Anal stricture is an uncommon and disabling condition. Ninety percent of anal strictures are caused by overzealous hemorroidectomies (Brisinda 2000). Treatment of anal strictures can be unresponsive to conservative management, and the complications of dilatations and anoplasty make it a formidable treatment challenge.

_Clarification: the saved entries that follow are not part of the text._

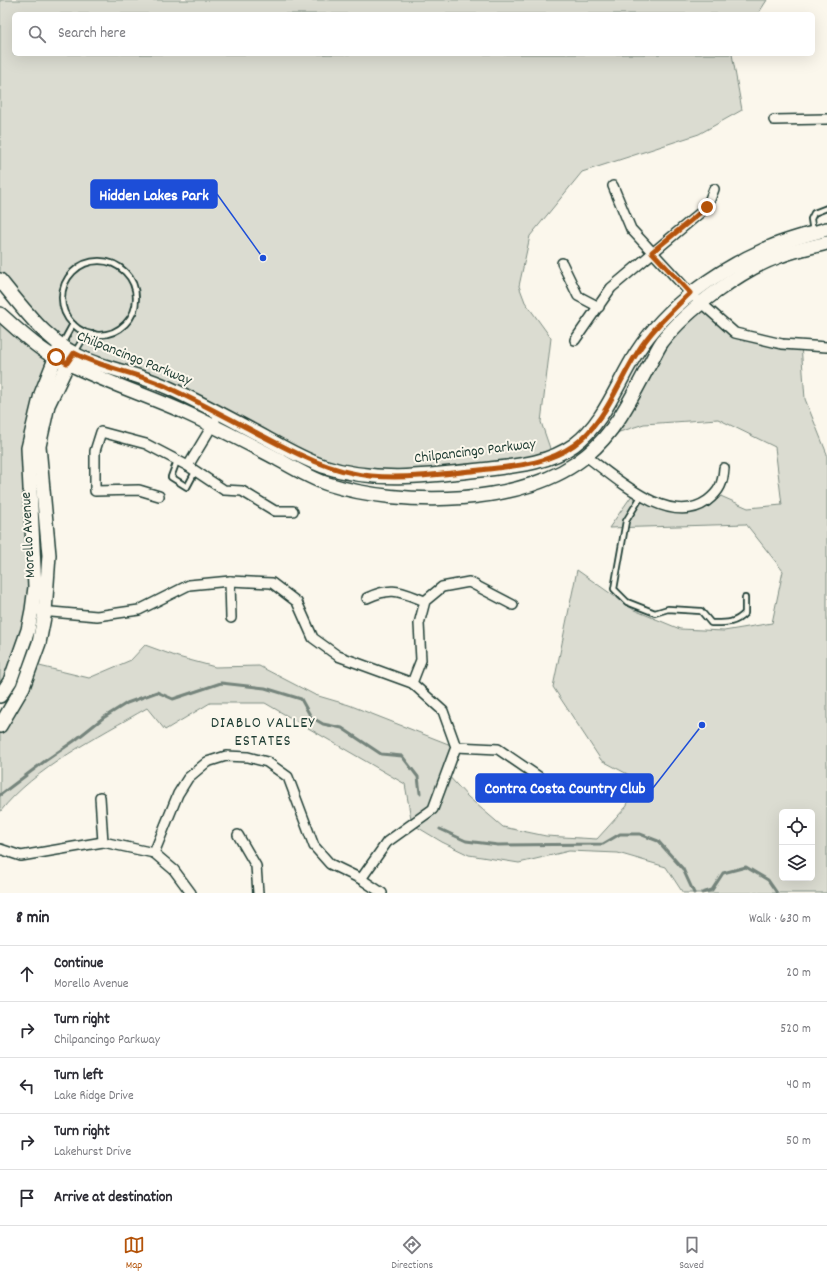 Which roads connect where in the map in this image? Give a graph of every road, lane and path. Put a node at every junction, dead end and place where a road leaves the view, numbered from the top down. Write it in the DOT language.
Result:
graph roads {
  1 [pos="827,119"];
  2 [pos="774,120"];
  3 [pos="613,186"];
  4 [pos="714,189"];
  5 [pos="827,208"];
  6 [pos="827,229"];
  7 [pos="813,233"];
  8 [pos="827,243"];
  9 [pos="652,252"];
  10 [pos="562,262"];
  11 [pos="0,280"];
  12 [pos="690,293"];
  13 [pos="701,303"];
  14 [pos="598,307"];
  15 [pos="0,314"];
  16 [pos="73,324"];
  17 [pos="94,334"];
  18 [pos="575,340"];
  19 [pos="827,347"];
  20 [pos="64,355"];
  21 [pos="220,414"];
  22 [pos="213,425"];
  23 [pos="586,456"];
  24 [pos="177,461"];
  25 [pos="724,468"];
  26 [pos="192,469"];
  27 [pos="642,495"];
  28 [pos="159,496"];
  29 [pos="293,511"];
  30 [pos="230,581"];
  31 [pos="368,598"];
  32 [pos="745,598"];
  33 [pos="425,601"];
  34 [pos="512,605"];
  35 [pos="39,611"];
  36 [pos="231,618"];
  37 [pos="412,683"];
  38 [pos="0,696"];
  39 [pos="0,726"];
  40 [pos="456,747"];
  41 [pos="539,777"];
  42 [pos="100,797"];
  43 [pos="238,834"];
  44 [pos="103,842"];
  45 [pos="0,848"];
  46 [pos="154,853"];
  47 [pos="361,879"];
  48 [pos="191,893"];
  49 [pos="258,893"];
  50 [pos="382,893"];
  1 -- 2 [label="street"];
  3 -- 9 [label="street"];
  4 -- 9 [label="street"];
  5 -- 7 [label="lane"];
  6 -- 7 [label="street, Chilpancingo Parkway"];
  7 -- 12 [label="street, Chilpancingo Parkway"];
  8 -- 13 [label="street, Chilpancingo Parkway"];
  9 -- 12 [label="street"];
  9 -- 14 [label="street"];
  10 -- 14 [label="street"];
  11 -- 20 [label="street"];
  12 -- 13 [label="street"];
  12 -- 21 [label="street, Chilpancingo Parkway"];
  13 -- 19 [label="street"];
  13 -- 23 [label="street, Chilpancingo Parkway"];
  14 -- 18 [label="street"];
  15 -- 20 [label="street"];
  16 -- 17 [label="lane"];
  16 -- 17 [label="lane"];
  16 -- 20 [label="lane"];
  17 -- 20 [label="lane"];
  20 -- 21 [label="street, Chilpancingo Parkway"];
  20 -- 22 [label="street, Chilpancingo Parkway"];
  20 -- 35 [label="street, Morello Avenue"];
  21 -- 22 [label="street"];
  22 -- 23 [label="street, Chilpancingo Parkway"];
  22 -- 26 [label="street"];
  23 -- 27 [label="street"];
  24 -- 26 [label="street"];
  24 -- 26 [label="lane"];
  24 -- 28 [label="street"];
  25 -- 27 [label="street"];
  26 -- 29 [label="street"];
  27 -- 32 [label="lane"];
  30 -- 35 [label="street"];
  30 -- 36 [label="street"];
  30 -- 37 [label="street"];
  31 -- 33 [label="street"];
  33 -- 34 [label="street"];
  33 -- 37 [label="street"];
  35 -- 38 [label="street, Morello Avenue"];
  35 -- 39 [label="street, Morello Avenue"];
  37 -- 40 [label="street"];
  40 -- 41 [label="street"];
  40 -- 47 [label="street"];
  42 -- 44 [label="street"];
  43 -- 49 [label="street"];
  44 -- 45 [label="street"];
  44 -- 46 [label="street"];
  46 -- 47 [label="street"];
  46 -- 48 [label="street"];
  47 -- 50 [label="street"];
}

The triad of constipation, anal stricture, and IDA in this case report describe an unknown parallel to PVS, which has the classic presentation of dysphagia, esophageal webs, and IDA. The patient’s symptoms of constipation and anal stricture not responding to conservative treatment resolved with IV iron treatment, which has long been known to resolve dysphagia and esophageal webs in PVS (Tahara et al. 2014). Conservative management is recommended for mild to moderate stenosis; conversely, severe stenosis should be treated with anoplasty (except for cases of Crohn’s colitis, where anoplasty is an absolute contraindication) (Liberman and Thorson 2000).

Rectal pain that stemmed from an ano-rectal fissure was an important differential in this scenario; however, the patient’s negative history for any signs of rectal bleeding and negative physical exam made it less probable. Notably, the formation of an anal stricture, which was confirmed with a DRE and colonoscopy in this patient with chronic constipation, may also be explained by fibrosis secondary to a spontaneously healed anal fissure. Multiple mechanisms have been reported regarding the role of iron deficiency in causing dysphagia and esophageal webs. Shamma’a et al. showed a 66 % association between iron deficiency and esophageal stenosis (Shamma’a and Benedict 1958). Along with nonsteroidal anti-inflammatory drugs (NSAIDS), IDA has also played a role in the formation of diaphragm-like strictures in the small intestine, duodenum, and stomach (Wang 2011). A possible histophysiological mechanism is vascular ischemia tissue hypoxia, leading to mucosal injury and the formation of strictures post-fibrotic repair. We propose that the formation of ano-rectal strictures in this patient with IDA can also be explained through a similar mechanism—the component of the same alimentary tract, both anatomically and physiologically. Previous studies have implied a possible relationship between high cell turnover in the alimentary tract and tissue iron deficiency (Jacobs 1969). Hence, iron deficiency may be imperative in producing motility dysfunction, leading to dysphagia in the foregut and constipation in our patient.

In conclusion, this analogy with PVS suggests that there are treatment benefits from iron infusion in refractory cases of anal stenosis, constipation, and anemia. IV iron supplementation combined with conventional anal dilatation presents as a promising approach toward the treatment of anal strictures. This report further presents another intellectual challenge for our medical fraternity.